Stored data entries:
• • • • •
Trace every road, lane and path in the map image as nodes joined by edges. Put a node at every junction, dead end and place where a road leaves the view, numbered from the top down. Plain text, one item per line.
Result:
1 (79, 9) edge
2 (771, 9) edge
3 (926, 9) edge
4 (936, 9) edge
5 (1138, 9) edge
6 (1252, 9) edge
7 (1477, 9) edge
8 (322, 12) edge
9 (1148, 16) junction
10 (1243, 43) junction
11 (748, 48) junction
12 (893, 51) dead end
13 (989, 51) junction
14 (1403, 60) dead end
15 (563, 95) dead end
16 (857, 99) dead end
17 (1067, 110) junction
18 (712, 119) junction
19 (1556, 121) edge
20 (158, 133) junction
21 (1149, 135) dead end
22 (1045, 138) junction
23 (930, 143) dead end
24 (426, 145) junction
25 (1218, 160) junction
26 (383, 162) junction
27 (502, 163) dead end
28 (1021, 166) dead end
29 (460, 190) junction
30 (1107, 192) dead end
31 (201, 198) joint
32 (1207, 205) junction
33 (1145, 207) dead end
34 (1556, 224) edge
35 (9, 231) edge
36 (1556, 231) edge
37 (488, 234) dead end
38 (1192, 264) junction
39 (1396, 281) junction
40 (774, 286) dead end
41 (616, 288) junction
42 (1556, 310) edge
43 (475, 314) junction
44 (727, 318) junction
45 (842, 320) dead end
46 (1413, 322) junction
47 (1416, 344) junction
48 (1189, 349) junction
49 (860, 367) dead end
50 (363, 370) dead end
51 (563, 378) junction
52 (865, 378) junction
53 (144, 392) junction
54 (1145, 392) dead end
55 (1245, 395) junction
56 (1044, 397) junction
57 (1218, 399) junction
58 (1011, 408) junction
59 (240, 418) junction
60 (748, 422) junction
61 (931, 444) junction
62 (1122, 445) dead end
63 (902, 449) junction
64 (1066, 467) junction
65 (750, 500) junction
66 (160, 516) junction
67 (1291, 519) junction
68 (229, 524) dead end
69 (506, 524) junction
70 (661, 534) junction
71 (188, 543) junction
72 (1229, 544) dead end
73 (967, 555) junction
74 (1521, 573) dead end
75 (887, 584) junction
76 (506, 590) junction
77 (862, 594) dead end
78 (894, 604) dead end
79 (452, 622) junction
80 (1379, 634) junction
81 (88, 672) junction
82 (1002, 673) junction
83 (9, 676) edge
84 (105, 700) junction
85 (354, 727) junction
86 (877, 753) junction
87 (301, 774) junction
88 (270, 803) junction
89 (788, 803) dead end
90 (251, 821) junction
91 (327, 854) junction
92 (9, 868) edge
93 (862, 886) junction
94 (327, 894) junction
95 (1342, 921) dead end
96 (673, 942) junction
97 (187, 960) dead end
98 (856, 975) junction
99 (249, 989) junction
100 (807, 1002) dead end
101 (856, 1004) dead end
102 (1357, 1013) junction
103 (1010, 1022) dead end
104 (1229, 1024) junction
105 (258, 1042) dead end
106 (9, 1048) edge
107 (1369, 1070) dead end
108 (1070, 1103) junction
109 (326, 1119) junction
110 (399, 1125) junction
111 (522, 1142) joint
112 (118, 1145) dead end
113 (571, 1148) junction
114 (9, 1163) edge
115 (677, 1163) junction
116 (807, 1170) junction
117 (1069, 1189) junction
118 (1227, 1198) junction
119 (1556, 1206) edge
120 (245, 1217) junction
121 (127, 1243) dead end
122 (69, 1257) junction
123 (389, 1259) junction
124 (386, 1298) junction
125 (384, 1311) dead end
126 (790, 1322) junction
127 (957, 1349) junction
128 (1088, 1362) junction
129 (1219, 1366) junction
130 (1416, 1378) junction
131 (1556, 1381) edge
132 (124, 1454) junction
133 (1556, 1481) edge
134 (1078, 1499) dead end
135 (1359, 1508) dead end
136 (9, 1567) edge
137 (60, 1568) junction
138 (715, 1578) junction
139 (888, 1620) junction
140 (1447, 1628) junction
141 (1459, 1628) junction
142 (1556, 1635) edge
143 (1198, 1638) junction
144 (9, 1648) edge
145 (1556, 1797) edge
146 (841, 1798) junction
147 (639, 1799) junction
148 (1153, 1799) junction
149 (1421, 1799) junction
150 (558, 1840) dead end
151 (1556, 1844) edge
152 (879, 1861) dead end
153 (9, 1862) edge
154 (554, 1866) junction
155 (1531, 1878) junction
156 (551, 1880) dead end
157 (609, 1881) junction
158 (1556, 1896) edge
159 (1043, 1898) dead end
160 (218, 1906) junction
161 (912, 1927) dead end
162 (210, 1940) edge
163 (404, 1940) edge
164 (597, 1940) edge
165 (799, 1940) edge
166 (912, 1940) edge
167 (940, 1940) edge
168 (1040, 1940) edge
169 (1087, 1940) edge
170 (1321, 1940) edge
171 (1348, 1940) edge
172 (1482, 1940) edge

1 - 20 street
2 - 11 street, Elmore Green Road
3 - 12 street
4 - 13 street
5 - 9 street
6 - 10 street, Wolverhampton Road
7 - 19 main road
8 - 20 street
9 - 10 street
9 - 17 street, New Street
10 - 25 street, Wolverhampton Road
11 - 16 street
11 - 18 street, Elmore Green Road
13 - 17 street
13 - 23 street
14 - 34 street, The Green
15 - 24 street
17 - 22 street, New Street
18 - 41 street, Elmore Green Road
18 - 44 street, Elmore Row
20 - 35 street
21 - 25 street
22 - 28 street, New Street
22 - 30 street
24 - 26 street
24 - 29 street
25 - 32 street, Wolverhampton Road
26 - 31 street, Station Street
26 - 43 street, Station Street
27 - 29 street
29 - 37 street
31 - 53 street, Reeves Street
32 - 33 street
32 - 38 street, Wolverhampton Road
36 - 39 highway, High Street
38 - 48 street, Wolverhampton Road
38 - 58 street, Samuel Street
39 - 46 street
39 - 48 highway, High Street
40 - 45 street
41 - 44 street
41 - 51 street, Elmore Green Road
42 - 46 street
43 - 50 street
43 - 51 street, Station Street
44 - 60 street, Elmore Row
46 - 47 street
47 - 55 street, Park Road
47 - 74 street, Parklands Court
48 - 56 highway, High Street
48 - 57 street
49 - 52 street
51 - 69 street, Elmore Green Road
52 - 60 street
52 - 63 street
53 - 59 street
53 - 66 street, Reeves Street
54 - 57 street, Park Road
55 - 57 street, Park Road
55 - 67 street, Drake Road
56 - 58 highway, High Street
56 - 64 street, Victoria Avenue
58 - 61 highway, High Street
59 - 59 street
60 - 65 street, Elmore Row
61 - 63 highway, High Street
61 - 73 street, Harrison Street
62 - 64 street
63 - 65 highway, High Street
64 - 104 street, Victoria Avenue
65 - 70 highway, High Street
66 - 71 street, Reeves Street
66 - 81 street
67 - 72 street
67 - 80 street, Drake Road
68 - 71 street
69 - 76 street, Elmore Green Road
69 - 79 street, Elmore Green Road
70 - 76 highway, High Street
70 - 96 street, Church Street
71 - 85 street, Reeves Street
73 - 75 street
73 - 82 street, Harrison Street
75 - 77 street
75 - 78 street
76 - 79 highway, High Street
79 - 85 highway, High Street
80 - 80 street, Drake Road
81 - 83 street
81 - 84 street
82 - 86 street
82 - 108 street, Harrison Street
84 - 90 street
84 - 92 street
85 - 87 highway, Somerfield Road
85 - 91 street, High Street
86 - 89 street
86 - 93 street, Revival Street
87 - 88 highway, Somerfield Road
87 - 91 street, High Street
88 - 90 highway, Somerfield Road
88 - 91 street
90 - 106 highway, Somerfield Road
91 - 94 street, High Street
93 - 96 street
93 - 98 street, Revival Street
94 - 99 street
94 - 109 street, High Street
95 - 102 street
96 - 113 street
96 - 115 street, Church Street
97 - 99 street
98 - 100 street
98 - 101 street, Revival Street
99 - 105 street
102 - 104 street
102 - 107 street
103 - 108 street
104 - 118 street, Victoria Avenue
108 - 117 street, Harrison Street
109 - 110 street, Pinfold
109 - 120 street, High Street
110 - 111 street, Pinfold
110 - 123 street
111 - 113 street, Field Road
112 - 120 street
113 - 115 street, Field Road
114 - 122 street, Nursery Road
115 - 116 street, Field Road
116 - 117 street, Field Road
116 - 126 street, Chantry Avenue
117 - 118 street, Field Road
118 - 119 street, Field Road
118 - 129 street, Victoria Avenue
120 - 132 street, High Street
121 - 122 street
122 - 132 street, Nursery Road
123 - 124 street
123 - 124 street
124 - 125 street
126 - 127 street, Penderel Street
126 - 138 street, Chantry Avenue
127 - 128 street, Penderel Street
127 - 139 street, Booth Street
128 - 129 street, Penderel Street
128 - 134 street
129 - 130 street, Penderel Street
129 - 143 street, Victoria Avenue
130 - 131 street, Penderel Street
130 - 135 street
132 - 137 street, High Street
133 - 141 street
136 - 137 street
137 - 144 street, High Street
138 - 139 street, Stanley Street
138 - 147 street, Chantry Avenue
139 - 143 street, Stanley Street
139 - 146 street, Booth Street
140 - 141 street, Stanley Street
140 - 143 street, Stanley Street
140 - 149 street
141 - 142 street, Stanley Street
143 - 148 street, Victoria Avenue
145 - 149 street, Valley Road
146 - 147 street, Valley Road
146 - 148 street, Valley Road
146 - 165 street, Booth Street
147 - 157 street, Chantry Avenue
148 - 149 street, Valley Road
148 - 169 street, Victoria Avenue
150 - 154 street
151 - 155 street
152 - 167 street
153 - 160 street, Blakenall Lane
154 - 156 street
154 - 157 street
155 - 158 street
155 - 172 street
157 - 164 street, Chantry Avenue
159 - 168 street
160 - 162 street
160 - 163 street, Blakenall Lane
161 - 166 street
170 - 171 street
• • • • •
Where a line of the data above includes the string "Avenue", pull it out.

> [Solution to this exercise]:
56 - 64 street, Victoria Avenue
64 - 104 street, Victoria Avenue
104 - 118 street, Victoria Avenue
116 - 126 street, Chantry Avenue
118 - 129 street, Victoria Avenue
126 - 138 street, Chantry Avenue
129 - 143 street, Victoria Avenue
138 - 147 street, Chantry Avenue
143 - 148 street, Victoria Avenue
147 - 157 street, Chantry Avenue
148 - 169 street, Victoria Avenue
157 - 164 street, Chantry Avenue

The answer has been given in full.